**Directions for this task:** Leave every image out, and print the remaining lines below exactly.

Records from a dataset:
━━━━━━━━━━━━━━━━

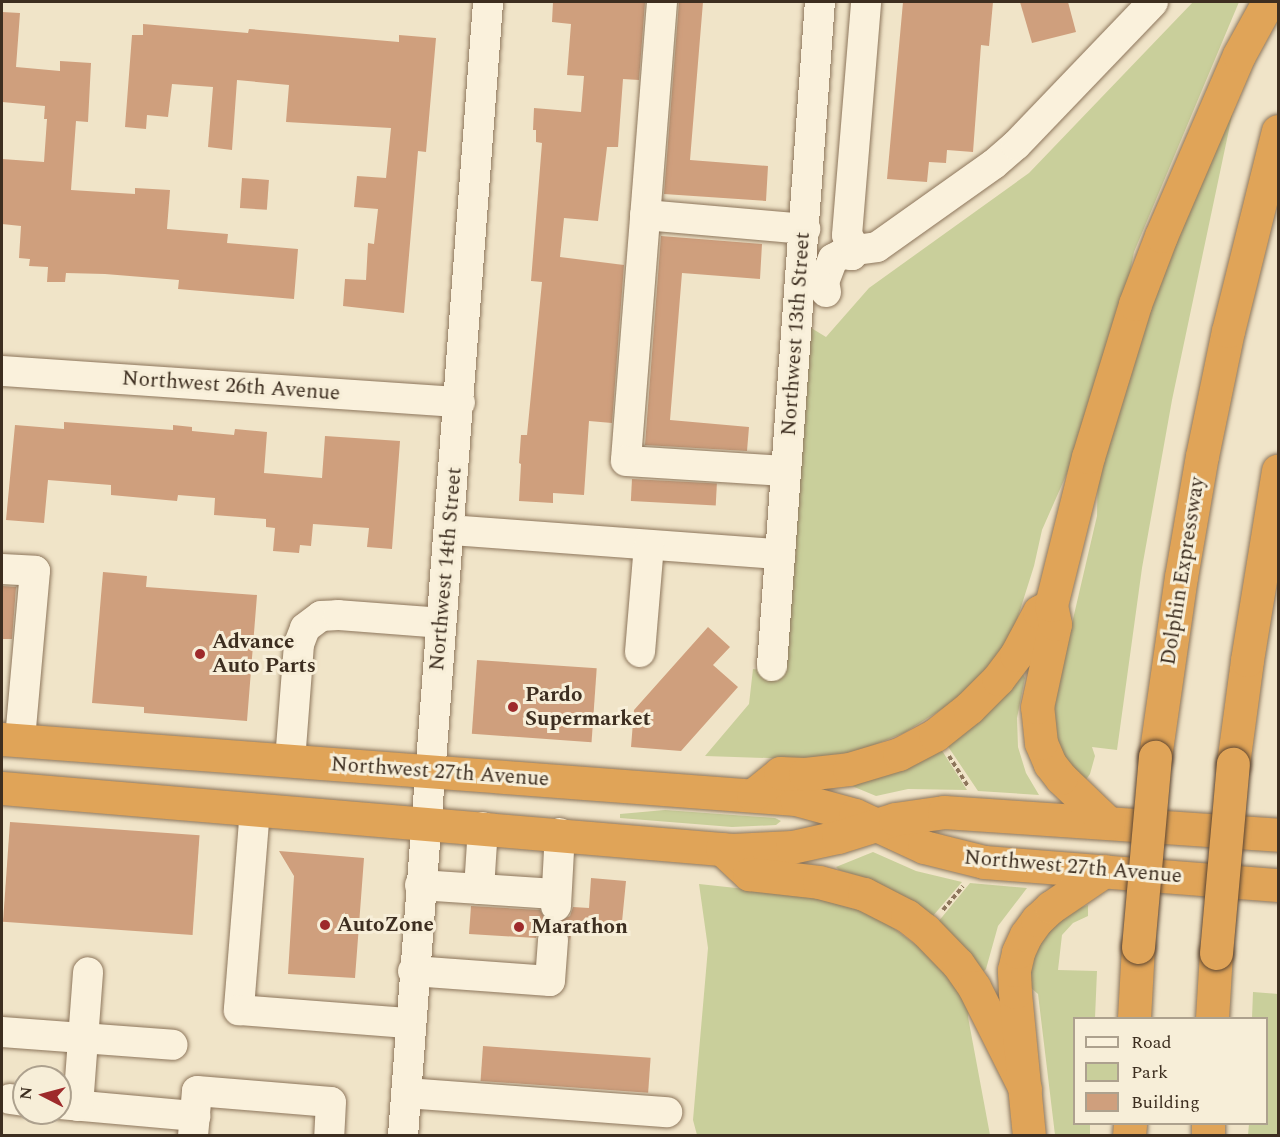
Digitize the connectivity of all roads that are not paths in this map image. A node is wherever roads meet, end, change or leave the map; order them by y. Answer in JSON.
{"nodes":[{"id":1,"x":488,"y":2,"type":"edge"},
{"id":2,"x":662,"y":2,"type":"edge"},
{"id":3,"x":820,"y":2,"type":"edge"},
{"id":4,"x":866,"y":2,"type":"edge"},
{"id":5,"x":1153,"y":2,"type":"edge"},
{"id":6,"x":1268,"y":2,"type":"edge"},
{"id":7,"x":1278,"y":131,"type":"edge"},
{"id":8,"x":645,"y":215,"type":"junction"},
{"id":9,"x":805,"y":229,"type":"junction"},
{"id":10,"x":854,"y":253,"type":"junction"},
{"id":11,"x":798,"y":311,"type":"junction"},
{"id":12,"x":2,"y":370,"type":"edge"},
{"id":13,"x":460,"y":402,"type":"junction"},
{"id":14,"x":786,"y":471,"type":"junction"},
{"id":15,"x":1278,"y":471,"type":"edge"},
{"id":16,"x":450,"y":530,"type":"junction"},
{"id":17,"x":649,"y":545,"type":"junction"},
{"id":18,"x":780,"y":554,"type":"junction"},
{"id":19,"x":2,"y":569,"type":"edge"},
{"id":20,"x":1051,"y":604,"type":"junction"},
{"id":21,"x":441,"y":623,"type":"junction"},
{"id":22,"x":640,"y":652,"type":"dead end"},
{"id":23,"x":772,"y":666,"type":"dead end"},
{"id":24,"x":13,"y":690,"type":"edge"},
{"id":25,"x":11,"y":739,"type":"edge"},
{"id":26,"x":290,"y":761,"type":"junction"},
{"id":27,"x":429,"y":771,"type":"junction"},
{"id":28,"x":2,"y":788,"type":"edge"},
{"id":29,"x":753,"y":795,"type":"junction"},
{"id":30,"x":255,"y":809,"type":"junction"},
{"id":31,"x":425,"y":823,"type":"junction"},
{"id":32,"x":1108,"y":823,"type":"junction"},
{"id":33,"x":874,"y":825,"type":"junction"},
{"id":34,"x":483,"y":827,"type":"junction"},
{"id":35,"x":560,"y":833,"type":"junction"},
{"id":36,"x":1277,"y":834,"type":"edge"},
{"id":37,"x":722,"y":849,"type":"junction"},
{"id":38,"x":1104,"y":872,"type":"junction"},
{"id":39,"x":420,"y":885,"type":"junction"},
{"id":40,"x":1273,"y":888,"type":"edge"},
{"id":41,"x":479,"y":889,"type":"junction"},
{"id":42,"x":553,"y":940,"type":"dead end"},
{"id":43,"x":413,"y":971,"type":"junction"},
{"id":44,"x":88,"y":972,"type":"dead end"},
{"id":45,"x":1134,"y":1017,"type":"edge"},
{"id":46,"x":1212,"y":1017,"type":"edge"},
{"id":47,"x":409,"y":1023,"type":"junction"},
{"id":48,"x":2,"y":1032,"type":"edge"},
{"id":49,"x":84,"y":1038,"type":"junction"},
{"id":50,"x":173,"y":1045,"type":"dead end"},
{"id":51,"x":1025,"y":1089,"type":"junction"},
{"id":52,"x":72,"y":1092,"type":"edge"},
{"id":53,"x":406,"y":1093,"type":"junction"},
{"id":54,"x":72,"y":1106,"type":"edge"},
{"id":55,"x":667,"y":1112,"type":"dead end"},
{"id":56,"x":194,"y":1126,"type":"edge"},
{"id":57,"x":329,"y":1136,"type":"edge"},
{"id":58,"x":403,"y":1136,"type":"edge"},
{"id":59,"x":1029,"y":1136,"type":"edge"}],
"edges":[{"from":1,"to":13,"type":"street","name":"Northwest 14th Street"},
{"from":2,"to":8,"type":"street"},
{"from":3,"to":9,"type":"street","name":"Northwest 13th Street"},
{"from":4,"to":10,"type":"street"},
{"from":5,"to":10,"type":"street"},
{"from":6,"to":20,"type":"highway"},
{"from":7,"to":45,"type":"highway","name":"Dolphin Expressway","bridge":true},
{"from":8,"to":9,"type":"street"},
{"from":8,"to":14,"type":"street"},
{"from":9,"to":11,"type":"street","name":"Northwest 13th Street"},
{"from":10,"to":11,"type":"street"},
{"from":11,"to":14,"type":"street","name":"Northwest 13th Street"},
{"from":12,"to":13,"type":"street","name":"Northwest 26th Avenue"},
{"from":13,"to":16,"type":"street","name":"Northwest 14th Street"},
{"from":14,"to":18,"type":"street","name":"Northwest 13th Street"},
{"from":15,"to":46,"type":"highway","bridge":true},
{"from":16,"to":17,"type":"street"},
{"from":16,"to":21,"type":"street","name":"Northwest 14th Street"},
{"from":17,"to":18,"type":"street"},
{"from":17,"to":22,"type":"street"},
{"from":18,"to":23,"type":"street","name":"Northwest 13th Street"},
{"from":19,"to":24,"type":"street"},
{"from":20,"to":29,"type":"highway"},
{"from":20,"to":32,"type":"highway"},
{"from":21,"to":26,"type":"street"},
{"from":21,"to":27,"type":"street","name":"Northwest 14th Street"},
{"from":24,"to":25,"type":"street"},
{"from":25,"to":26,"type":"highway","name":"Northwest 27th Avenue"},
{"from":26,"to":27,"type":"highway","name":"Northwest 27th Avenue"},
{"from":27,"to":29,"type":"highway","name":"Northwest 27th Avenue"},
{"from":27,"to":31,"type":"street","name":"Northwest 14th Street"},
{"from":28,"to":30,"type":"highway"},
{"from":29,"to":33,"type":"highway","name":"Northwest 27th Avenue"},
{"from":30,"to":31,"type":"highway"},
{"from":30,"to":47,"type":"street"},
{"from":31,"to":34,"type":"highway"},
{"from":31,"to":39,"type":"street","name":"Northwest 14th Street"},
{"from":32,"to":33,"type":"highway"},
{"from":32,"to":36,"type":"highway"},
{"from":33,"to":37,"type":"highway"},
{"from":33,"to":38,"type":"highway","name":"Northwest 27th Avenue"},
{"from":34,"to":35,"type":"highway"},
{"from":34,"to":41,"type":"street"},
{"from":35,"to":37,"type":"highway"},
{"from":35,"to":41,"type":"street"},
{"from":37,"to":51,"type":"highway"},
{"from":38,"to":40,"type":"highway","name":"Northwest 27th Avenue"},
{"from":38,"to":51,"type":"highway"},
{"from":39,"to":41,"type":"street"},
{"from":39,"to":43,"type":"street","name":"Northwest 14th Street"},
{"from":42,"to":43,"type":"street"},
{"from":43,"to":47,"type":"street","name":"Northwest 14th Street"},
{"from":44,"to":49,"type":"street"},
{"from":47,"to":53,"type":"street","name":"Northwest 14th Street"},
{"from":48,"to":49,"type":"street"},
{"from":49,"to":50,"type":"street"},
{"from":49,"to":52,"type":"street"},
{"from":51,"to":59,"type":"highway"},
{"from":53,"to":55,"type":"street"},
{"from":53,"to":58,"type":"street","name":"Northwest 14th Street"},
{"from":54,"to":56,"type":"street"},
{"from":56,"to":57,"type":"street"}]}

━━━━━━━━━━━━━━━━

**Response to this task:**
Digitize the connectivity of all roads that are not paths in this map image. A node is wherever roads meet, end, change or leave the map; order them by y. Answer in JSON.
{"nodes":[{"id":1,"x":488,"y":2,"type":"edge"},
{"id":2,"x":662,"y":2,"type":"edge"},
{"id":3,"x":820,"y":2,"type":"edge"},
{"id":4,"x":866,"y":2,"type":"edge"},
{"id":5,"x":1153,"y":2,"type":"edge"},
{"id":6,"x":1268,"y":2,"type":"edge"},
{"id":7,"x":1278,"y":131,"type":"edge"},
{"id":8,"x":645,"y":215,"type":"junction"},
{"id":9,"x":805,"y":229,"type":"junction"},
{"id":10,"x":854,"y":253,"type":"junction"},
{"id":11,"x":798,"y":311,"type":"junction"},
{"id":12,"x":2,"y":370,"type":"edge"},
{"id":13,"x":460,"y":402,"type":"junction"},
{"id":14,"x":786,"y":471,"type":"junction"},
{"id":15,"x":1278,"y":471,"type":"edge"},
{"id":16,"x":450,"y":530,"type":"junction"},
{"id":17,"x":649,"y":545,"type":"junction"},
{"id":18,"x":780,"y":554,"type":"junction"},
{"id":19,"x":2,"y":569,"type":"edge"},
{"id":20,"x":1051,"y":604,"type":"junction"},
{"id":21,"x":441,"y":623,"type":"junction"},
{"id":22,"x":640,"y":652,"type":"dead end"},
{"id":23,"x":772,"y":666,"type":"dead end"},
{"id":24,"x":13,"y":690,"type":"edge"},
{"id":25,"x":11,"y":739,"type":"edge"},
{"id":26,"x":290,"y":761,"type":"junction"},
{"id":27,"x":429,"y":771,"type":"junction"},
{"id":28,"x":2,"y":788,"type":"edge"},
{"id":29,"x":753,"y":795,"type":"junction"},
{"id":30,"x":255,"y":809,"type":"junction"},
{"id":31,"x":425,"y":823,"type":"junction"},
{"id":32,"x":1108,"y":823,"type":"junction"},
{"id":33,"x":874,"y":825,"type":"junction"},
{"id":34,"x":483,"y":827,"type":"junction"},
{"id":35,"x":560,"y":833,"type":"junction"},
{"id":36,"x":1277,"y":834,"type":"edge"},
{"id":37,"x":722,"y":849,"type":"junction"},
{"id":38,"x":1104,"y":872,"type":"junction"},
{"id":39,"x":420,"y":885,"type":"junction"},
{"id":40,"x":1273,"y":888,"type":"edge"},
{"id":41,"x":479,"y":889,"type":"junction"},
{"id":42,"x":553,"y":940,"type":"dead end"},
{"id":43,"x":413,"y":971,"type":"junction"},
{"id":44,"x":88,"y":972,"type":"dead end"},
{"id":45,"x":1134,"y":1017,"type":"edge"},
{"id":46,"x":1212,"y":1017,"type":"edge"},
{"id":47,"x":409,"y":1023,"type":"junction"},
{"id":48,"x":2,"y":1032,"type":"edge"},
{"id":49,"x":84,"y":1038,"type":"junction"},
{"id":50,"x":173,"y":1045,"type":"dead end"},
{"id":51,"x":1025,"y":1089,"type":"junction"},
{"id":52,"x":72,"y":1092,"type":"edge"},
{"id":53,"x":406,"y":1093,"type":"junction"},
{"id":54,"x":72,"y":1106,"type":"edge"},
{"id":55,"x":667,"y":1112,"type":"dead end"},
{"id":56,"x":194,"y":1126,"type":"edge"},
{"id":57,"x":329,"y":1136,"type":"edge"},
{"id":58,"x":403,"y":1136,"type":"edge"},
{"id":59,"x":1029,"y":1136,"type":"edge"}],
"edges":[{"from":1,"to":13,"type":"street","name":"Northwest 14th Street"},
{"from":2,"to":8,"type":"street"},
{"from":3,"to":9,"type":"street","name":"Northwest 13th Street"},
{"from":4,"to":10,"type":"street"},
{"from":5,"to":10,"type":"street"},
{"from":6,"to":20,"type":"highway"},
{"from":7,"to":45,"type":"highway","name":"Dolphin Expressway","bridge":true},
{"from":8,"to":9,"type":"street"},
{"from":8,"to":14,"type":"street"},
{"from":9,"to":11,"type":"street","name":"Northwest 13th Street"},
{"from":10,"to":11,"type":"street"},
{"from":11,"to":14,"type":"street","name":"Northwest 13th Street"},
{"from":12,"to":13,"type":"street","name":"Northwest 26th Avenue"},
{"from":13,"to":16,"type":"street","name":"Northwest 14th Street"},
{"from":14,"to":18,"type":"street","name":"Northwest 13th Street"},
{"from":15,"to":46,"type":"highway","bridge":true},
{"from":16,"to":17,"type":"street"},
{"from":16,"to":21,"type":"street","name":"Northwest 14th Street"},
{"from":17,"to":18,"type":"street"},
{"from":17,"to":22,"type":"street"},
{"from":18,"to":23,"type":"street","name":"Northwest 13th Street"},
{"from":19,"to":24,"type":"street"},
{"from":20,"to":29,"type":"highway"},
{"from":20,"to":32,"type":"highway"},
{"from":21,"to":26,"type":"street"},
{"from":21,"to":27,"type":"street","name":"Northwest 14th Street"},
{"from":24,"to":25,"type":"street"},
{"from":25,"to":26,"type":"highway","name":"Northwest 27th Avenue"},
{"from":26,"to":27,"type":"highway","name":"Northwest 27th Avenue"},
{"from":27,"to":29,"type":"highway","name":"Northwest 27th Avenue"},
{"from":27,"to":31,"type":"street","name":"Northwest 14th Street"},
{"from":28,"to":30,"type":"highway"},
{"from":29,"to":33,"type":"highway","name":"Northwest 27th Avenue"},
{"from":30,"to":31,"type":"highway"},
{"from":30,"to":47,"type":"street"},
{"from":31,"to":34,"type":"highway"},
{"from":31,"to":39,"type":"street","name":"Northwest 14th Street"},
{"from":32,"to":33,"type":"highway"},
{"from":32,"to":36,"type":"highway"},
{"from":33,"to":37,"type":"highway"},
{"from":33,"to":38,"type":"highway","name":"Northwest 27th Avenue"},
{"from":34,"to":35,"type":"highway"},
{"from":34,"to":41,"type":"street"},
{"from":35,"to":37,"type":"highway"},
{"from":35,"to":41,"type":"street"},
{"from":37,"to":51,"type":"highway"},
{"from":38,"to":40,"type":"highway","name":"Northwest 27th Avenue"},
{"from":38,"to":51,"type":"highway"},
{"from":39,"to":41,"type":"street"},
{"from":39,"to":43,"type":"street","name":"Northwest 14th Street"},
{"from":42,"to":43,"type":"street"},
{"from":43,"to":47,"type":"street","name":"Northwest 14th Street"},
{"from":44,"to":49,"type":"street"},
{"from":47,"to":53,"type":"street","name":"Northwest 14th Street"},
{"from":48,"to":49,"type":"street"},
{"from":49,"to":50,"type":"street"},
{"from":49,"to":52,"type":"street"},
{"from":51,"to":59,"type":"highway"},
{"from":53,"to":55,"type":"street"},
{"from":53,"to":58,"type":"street","name":"Northwest 14th Street"},
{"from":54,"to":56,"type":"street"},
{"from":56,"to":57,"type":"street"}]}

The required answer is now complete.